Пропустив мимо ушей вопрос дурной бабы, Кузьмич спокойно ответил: «Ну ты ж вязать не умеешь. Потому что руки не оттуда растут.»
И пошло, и поехало. Однако перепалка длилась недолго. Осиповна давно смирилась с дедовыми похождениями, языком, конечно, молола, но зла долго не держала. Через неделю она уже носила носки, подаренные очередной дедовой сучкой. Ногам было тепло, и душа окончательно смирилась – с паршивой овцы хоть шерсти клок. Натаха же, чувствуя вину перед Осиповной, старалась хоть чем-то угодить ей. Сама не приходила – передавала подношения дедом. Однажды летом он принёс от неё вареники с вишнями, большие, величиной с ладонь.
– Глянь, мать, каких вареников наварила Натаха: штук три – и губы втры (вытри). Попробуй – ха-рошие! – Да ешь ты их сам, кобель колхозный.

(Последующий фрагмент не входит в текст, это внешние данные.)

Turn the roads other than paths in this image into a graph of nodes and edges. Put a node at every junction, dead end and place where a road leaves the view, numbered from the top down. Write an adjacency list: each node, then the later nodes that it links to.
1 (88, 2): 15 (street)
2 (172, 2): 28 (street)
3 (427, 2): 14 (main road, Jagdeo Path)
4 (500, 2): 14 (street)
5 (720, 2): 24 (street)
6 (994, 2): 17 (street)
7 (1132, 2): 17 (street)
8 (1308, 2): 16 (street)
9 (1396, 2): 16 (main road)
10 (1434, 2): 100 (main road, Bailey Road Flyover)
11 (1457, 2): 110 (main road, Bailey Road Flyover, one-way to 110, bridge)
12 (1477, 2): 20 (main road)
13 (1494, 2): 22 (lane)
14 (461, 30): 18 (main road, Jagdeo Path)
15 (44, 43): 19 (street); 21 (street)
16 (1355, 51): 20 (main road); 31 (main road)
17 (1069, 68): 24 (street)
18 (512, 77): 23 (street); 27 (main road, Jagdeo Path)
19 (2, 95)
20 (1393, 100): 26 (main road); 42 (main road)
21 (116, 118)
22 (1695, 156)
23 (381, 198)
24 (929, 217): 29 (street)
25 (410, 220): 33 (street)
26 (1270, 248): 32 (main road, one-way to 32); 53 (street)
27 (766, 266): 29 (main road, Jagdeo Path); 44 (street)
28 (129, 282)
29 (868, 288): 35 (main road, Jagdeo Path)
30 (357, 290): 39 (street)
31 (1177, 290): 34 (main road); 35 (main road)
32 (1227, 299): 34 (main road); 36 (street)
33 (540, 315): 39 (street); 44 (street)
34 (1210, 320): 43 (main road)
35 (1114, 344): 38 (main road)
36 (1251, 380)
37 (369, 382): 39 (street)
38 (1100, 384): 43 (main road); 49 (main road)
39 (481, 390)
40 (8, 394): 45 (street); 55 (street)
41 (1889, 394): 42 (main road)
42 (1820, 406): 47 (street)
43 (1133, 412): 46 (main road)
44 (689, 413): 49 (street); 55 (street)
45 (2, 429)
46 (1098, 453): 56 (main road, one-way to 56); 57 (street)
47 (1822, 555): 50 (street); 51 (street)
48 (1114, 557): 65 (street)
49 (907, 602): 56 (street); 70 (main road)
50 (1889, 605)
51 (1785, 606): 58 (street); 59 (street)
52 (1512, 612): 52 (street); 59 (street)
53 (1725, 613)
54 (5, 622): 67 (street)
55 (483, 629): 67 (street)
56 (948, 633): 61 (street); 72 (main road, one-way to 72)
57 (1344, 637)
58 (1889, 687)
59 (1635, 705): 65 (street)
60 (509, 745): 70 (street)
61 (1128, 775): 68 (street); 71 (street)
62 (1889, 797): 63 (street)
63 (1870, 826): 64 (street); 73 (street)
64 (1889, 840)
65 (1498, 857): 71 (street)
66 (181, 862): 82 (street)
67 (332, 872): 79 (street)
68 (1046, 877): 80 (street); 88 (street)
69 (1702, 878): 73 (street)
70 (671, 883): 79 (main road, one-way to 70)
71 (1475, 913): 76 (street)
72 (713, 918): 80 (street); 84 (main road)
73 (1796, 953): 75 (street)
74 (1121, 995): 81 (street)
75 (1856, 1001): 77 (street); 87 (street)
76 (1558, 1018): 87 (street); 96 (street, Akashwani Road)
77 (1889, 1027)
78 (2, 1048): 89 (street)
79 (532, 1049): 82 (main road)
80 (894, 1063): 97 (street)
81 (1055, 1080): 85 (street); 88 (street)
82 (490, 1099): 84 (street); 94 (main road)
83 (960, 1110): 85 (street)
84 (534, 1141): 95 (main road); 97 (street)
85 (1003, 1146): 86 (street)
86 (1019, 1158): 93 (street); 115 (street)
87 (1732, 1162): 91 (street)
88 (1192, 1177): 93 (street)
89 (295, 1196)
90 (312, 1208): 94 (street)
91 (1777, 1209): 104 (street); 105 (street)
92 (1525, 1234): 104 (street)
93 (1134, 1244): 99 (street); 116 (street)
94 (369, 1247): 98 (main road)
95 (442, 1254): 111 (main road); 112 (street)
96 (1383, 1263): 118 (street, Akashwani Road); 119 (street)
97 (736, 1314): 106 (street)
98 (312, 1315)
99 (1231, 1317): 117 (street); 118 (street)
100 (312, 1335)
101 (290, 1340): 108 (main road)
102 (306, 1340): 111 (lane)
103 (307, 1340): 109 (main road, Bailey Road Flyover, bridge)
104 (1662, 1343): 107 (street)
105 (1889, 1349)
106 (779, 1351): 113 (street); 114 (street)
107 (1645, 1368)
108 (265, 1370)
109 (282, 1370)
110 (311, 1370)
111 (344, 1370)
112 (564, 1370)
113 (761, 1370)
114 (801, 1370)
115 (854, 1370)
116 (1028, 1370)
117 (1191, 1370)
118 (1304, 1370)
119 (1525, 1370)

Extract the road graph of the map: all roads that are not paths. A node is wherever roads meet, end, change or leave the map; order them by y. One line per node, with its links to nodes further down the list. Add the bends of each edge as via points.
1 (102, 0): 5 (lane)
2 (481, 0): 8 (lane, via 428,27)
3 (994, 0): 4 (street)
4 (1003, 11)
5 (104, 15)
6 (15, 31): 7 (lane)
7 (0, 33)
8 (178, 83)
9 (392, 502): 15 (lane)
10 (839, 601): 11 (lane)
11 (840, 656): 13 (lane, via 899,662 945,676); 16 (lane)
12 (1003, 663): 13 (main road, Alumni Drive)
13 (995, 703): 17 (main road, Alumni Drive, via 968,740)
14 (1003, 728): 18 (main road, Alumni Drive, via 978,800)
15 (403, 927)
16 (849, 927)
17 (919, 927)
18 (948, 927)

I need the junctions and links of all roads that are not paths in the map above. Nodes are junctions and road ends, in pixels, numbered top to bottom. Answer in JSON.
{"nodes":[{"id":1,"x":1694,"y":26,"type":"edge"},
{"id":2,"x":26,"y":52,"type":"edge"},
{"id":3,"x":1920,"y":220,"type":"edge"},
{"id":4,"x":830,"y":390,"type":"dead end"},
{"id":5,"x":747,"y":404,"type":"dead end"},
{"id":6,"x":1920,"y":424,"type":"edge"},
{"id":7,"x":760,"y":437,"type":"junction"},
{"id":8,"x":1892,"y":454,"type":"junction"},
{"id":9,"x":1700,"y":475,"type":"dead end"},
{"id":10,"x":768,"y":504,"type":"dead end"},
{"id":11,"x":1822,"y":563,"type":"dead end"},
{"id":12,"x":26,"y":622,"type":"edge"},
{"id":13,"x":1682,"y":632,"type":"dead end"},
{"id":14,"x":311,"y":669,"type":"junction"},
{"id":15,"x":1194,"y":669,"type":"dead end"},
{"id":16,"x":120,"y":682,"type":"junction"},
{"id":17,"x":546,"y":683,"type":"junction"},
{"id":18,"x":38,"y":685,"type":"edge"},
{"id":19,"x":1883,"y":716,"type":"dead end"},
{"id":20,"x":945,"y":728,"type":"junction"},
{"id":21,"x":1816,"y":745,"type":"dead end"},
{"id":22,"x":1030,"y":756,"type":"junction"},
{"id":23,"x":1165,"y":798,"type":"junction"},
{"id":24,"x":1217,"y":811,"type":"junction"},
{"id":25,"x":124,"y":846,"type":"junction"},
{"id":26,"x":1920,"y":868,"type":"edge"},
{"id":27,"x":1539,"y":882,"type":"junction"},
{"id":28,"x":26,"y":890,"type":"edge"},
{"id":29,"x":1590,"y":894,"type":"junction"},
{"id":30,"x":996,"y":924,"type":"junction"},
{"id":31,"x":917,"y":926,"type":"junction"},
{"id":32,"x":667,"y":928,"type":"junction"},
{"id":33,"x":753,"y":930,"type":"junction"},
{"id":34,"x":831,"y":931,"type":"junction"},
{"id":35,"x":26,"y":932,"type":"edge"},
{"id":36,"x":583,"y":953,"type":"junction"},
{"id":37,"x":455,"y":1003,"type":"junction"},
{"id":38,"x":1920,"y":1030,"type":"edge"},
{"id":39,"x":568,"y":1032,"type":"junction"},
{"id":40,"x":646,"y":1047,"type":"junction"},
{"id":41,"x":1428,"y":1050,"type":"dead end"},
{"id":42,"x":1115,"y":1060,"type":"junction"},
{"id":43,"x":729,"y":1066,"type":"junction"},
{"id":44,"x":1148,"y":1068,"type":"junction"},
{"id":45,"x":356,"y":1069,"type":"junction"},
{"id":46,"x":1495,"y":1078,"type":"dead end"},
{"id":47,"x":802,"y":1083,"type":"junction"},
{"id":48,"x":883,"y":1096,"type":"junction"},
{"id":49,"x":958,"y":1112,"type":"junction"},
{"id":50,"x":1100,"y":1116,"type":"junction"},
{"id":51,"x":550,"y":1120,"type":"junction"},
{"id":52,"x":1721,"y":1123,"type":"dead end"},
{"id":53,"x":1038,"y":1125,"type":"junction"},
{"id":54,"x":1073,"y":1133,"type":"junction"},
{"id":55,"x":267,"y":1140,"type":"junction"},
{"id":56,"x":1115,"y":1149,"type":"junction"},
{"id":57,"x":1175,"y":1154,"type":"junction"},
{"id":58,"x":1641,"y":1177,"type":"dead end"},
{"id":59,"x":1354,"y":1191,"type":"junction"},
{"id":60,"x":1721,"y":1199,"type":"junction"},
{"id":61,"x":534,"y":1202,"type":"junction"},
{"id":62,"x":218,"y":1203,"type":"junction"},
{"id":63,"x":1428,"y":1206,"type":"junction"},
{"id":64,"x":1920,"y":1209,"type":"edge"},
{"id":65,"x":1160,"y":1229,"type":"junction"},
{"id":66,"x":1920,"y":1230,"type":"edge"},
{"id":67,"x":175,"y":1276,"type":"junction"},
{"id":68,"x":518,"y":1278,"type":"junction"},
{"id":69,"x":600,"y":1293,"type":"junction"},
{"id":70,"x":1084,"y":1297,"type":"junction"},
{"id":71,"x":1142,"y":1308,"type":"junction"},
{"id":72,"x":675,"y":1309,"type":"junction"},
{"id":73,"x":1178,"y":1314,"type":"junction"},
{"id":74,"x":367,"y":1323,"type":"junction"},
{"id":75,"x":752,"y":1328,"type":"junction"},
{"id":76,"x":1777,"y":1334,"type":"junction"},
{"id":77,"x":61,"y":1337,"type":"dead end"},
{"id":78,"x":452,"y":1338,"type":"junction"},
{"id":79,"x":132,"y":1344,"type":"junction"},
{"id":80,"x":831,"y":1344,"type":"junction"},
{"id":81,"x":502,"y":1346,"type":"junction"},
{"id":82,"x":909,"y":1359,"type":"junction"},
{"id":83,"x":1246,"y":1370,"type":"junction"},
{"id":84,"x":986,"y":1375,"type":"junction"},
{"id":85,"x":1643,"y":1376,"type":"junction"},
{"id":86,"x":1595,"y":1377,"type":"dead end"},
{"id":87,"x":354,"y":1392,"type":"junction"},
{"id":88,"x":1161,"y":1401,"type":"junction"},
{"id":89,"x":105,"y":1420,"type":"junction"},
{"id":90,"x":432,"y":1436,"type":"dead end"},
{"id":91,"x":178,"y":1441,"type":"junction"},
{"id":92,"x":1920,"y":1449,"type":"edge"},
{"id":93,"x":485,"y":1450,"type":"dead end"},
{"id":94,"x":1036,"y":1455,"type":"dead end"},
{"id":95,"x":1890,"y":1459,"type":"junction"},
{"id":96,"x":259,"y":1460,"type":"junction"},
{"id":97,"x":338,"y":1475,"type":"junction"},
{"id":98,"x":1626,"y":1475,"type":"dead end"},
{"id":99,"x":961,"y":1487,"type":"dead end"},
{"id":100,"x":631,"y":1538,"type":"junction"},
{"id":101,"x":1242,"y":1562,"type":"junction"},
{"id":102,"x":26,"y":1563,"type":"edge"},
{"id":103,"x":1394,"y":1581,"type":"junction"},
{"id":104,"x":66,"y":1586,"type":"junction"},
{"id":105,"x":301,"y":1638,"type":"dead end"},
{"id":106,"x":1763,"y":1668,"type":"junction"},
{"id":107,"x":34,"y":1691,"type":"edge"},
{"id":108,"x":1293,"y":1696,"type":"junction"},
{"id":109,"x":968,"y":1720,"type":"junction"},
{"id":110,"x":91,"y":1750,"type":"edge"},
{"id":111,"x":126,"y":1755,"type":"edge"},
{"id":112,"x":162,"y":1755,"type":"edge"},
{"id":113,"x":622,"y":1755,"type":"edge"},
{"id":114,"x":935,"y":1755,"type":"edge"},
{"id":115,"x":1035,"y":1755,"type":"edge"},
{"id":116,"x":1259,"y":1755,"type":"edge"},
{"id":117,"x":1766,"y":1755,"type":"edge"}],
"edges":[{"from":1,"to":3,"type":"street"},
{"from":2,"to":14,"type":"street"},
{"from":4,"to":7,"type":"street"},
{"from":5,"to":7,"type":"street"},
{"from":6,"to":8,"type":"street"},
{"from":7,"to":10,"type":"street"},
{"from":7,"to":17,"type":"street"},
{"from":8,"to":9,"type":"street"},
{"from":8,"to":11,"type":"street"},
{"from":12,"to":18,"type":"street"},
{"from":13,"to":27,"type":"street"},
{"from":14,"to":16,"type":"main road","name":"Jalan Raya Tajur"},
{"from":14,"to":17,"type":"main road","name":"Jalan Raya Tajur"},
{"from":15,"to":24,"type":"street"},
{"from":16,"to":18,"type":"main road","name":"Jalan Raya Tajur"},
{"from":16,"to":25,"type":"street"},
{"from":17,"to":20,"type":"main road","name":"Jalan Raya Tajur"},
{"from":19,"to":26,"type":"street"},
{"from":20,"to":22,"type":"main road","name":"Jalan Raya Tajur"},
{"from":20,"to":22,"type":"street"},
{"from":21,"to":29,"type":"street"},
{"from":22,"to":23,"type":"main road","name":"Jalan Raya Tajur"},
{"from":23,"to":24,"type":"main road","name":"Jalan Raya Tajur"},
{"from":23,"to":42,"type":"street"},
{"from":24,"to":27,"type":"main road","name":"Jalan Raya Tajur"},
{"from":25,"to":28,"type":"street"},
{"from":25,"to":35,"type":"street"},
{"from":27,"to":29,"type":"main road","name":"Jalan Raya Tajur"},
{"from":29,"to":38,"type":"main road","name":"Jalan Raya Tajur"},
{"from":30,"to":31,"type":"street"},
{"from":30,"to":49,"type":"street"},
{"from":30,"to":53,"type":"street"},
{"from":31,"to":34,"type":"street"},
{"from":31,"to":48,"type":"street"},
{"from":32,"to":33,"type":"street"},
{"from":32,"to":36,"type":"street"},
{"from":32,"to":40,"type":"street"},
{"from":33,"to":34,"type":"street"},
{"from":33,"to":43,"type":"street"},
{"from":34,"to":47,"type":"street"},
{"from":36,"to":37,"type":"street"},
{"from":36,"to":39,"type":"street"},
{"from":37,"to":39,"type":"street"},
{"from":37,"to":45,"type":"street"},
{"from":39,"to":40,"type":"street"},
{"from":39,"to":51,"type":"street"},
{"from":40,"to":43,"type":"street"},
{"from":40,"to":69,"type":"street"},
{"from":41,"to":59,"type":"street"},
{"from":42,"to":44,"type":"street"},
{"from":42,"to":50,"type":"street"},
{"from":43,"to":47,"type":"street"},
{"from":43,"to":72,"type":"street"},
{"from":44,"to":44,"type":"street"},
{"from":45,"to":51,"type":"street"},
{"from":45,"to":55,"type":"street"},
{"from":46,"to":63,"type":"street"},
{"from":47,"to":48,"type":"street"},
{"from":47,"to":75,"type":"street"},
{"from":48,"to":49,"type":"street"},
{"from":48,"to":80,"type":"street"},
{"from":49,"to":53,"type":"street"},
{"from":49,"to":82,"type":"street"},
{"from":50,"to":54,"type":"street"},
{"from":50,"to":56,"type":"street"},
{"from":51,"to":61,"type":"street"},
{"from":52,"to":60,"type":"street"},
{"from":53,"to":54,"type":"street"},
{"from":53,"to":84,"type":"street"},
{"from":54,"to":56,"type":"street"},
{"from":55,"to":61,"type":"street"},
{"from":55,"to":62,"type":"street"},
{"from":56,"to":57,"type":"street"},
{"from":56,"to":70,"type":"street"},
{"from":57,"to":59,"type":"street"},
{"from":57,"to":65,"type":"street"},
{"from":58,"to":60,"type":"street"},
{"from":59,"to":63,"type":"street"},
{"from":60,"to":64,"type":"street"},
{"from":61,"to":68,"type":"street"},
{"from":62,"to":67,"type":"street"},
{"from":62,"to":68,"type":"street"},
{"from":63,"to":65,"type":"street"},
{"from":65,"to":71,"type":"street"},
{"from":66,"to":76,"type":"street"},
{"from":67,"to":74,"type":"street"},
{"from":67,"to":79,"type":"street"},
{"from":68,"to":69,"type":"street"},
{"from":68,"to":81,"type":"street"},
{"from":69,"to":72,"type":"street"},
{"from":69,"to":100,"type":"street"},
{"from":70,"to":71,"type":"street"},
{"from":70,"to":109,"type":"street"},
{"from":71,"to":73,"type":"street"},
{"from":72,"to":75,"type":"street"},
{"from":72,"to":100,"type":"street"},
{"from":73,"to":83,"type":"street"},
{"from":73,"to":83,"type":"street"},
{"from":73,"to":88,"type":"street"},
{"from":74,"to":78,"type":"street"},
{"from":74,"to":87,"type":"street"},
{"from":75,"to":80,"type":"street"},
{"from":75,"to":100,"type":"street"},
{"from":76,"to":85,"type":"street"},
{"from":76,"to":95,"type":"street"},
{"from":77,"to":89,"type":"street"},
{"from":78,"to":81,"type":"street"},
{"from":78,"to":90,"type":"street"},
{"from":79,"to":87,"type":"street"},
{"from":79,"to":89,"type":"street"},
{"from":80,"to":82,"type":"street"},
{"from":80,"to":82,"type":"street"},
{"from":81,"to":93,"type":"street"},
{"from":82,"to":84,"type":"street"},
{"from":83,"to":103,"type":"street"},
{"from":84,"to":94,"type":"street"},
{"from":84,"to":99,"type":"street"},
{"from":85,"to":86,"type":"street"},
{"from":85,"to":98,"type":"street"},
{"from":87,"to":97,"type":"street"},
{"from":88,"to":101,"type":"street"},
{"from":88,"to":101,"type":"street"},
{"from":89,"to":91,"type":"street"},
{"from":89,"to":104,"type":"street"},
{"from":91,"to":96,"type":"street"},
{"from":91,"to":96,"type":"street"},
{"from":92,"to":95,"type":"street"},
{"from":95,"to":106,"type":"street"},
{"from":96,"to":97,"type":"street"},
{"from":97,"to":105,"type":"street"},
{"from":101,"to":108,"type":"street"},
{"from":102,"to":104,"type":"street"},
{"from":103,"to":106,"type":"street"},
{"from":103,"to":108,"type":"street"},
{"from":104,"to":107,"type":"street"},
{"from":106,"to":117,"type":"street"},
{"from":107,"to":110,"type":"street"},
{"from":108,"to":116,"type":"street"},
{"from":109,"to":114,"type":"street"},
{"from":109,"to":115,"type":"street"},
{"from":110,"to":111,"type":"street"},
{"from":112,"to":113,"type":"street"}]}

– Тю-ю-ю, дура набитая, женщина к тебе со всей душой, а ты ещё носом крутишь. Дуня недолго крутила носом: как только кобель ушёл к роднику за водой, она уселась за стол и стала за обе щёки уплетать Натахины «лапти», только косточки вишнёвые одна за другой цокали о железную чашку. Видно, Пушкин хорошо знал женскую психологию, когда писал о Людмиле, попавшей в плен к страшному волшебнику Черномору. «Не буду есть, не стану слушать. Подумала – и стала кушать.» Кузьмич был не по-деревенски чистый мужик. Его место за столом располагалось возле окна, на котором стояло старинное овальное зеркало, красиво отороченное по краям. Хлебнув ложку-другую, он поглядывал на себя в зеркало, чистый ли рот, не висит ли что на губах. Небритого заросшего деда никто не видел, щетины на щеках и подбородке как таковой не водилось, – так, жиденькая поросль, которую он ежедневно выщипывал пинцетом. Лицо после «бритья» тщательно смазывал свежим сливочным маслом или сметаной. И, надо правду сказать, после такой косметики морщины почти не селились на лице семидесятилетнего мужика. К тому же бог наградил его карими с крапинками глазами. Взгляд был внимательный, полный добра и ласки. Брюхатых мужиков не любил: распустил пузо, как свинья поросная. Бородатых тоже не жаловал: за бородой надо следить, а не вшей там разводить; сам видел, как у деда Шиша это отвратительное насекомое купырхалось в чёрных волосах. Тьфу, черти б тебя забрали вместе с твоей бородой! Поверх рубахи навыпуск талию поджарого деда всегда перетягивал кавказский ремешок со всякими висюльками. Они глухо позвякивали, когда дед танцевал. А танцор он был необычный: руки в боки чуть ниже пояса, легко подпрыгивал, часто перебирая ногами. Грудь выпяченная, плечи ходуном ходят. Боже упаси, если кто из домочадцев шёл согнувшись! «А ну распрямись и голову подними, шо, потеряв кошелёк да никак не найдёшь?». Не терпел Кузьмич в доме человеческой распущенности, связанной с плохой работой кишечника. Такое не прощалось даже детям.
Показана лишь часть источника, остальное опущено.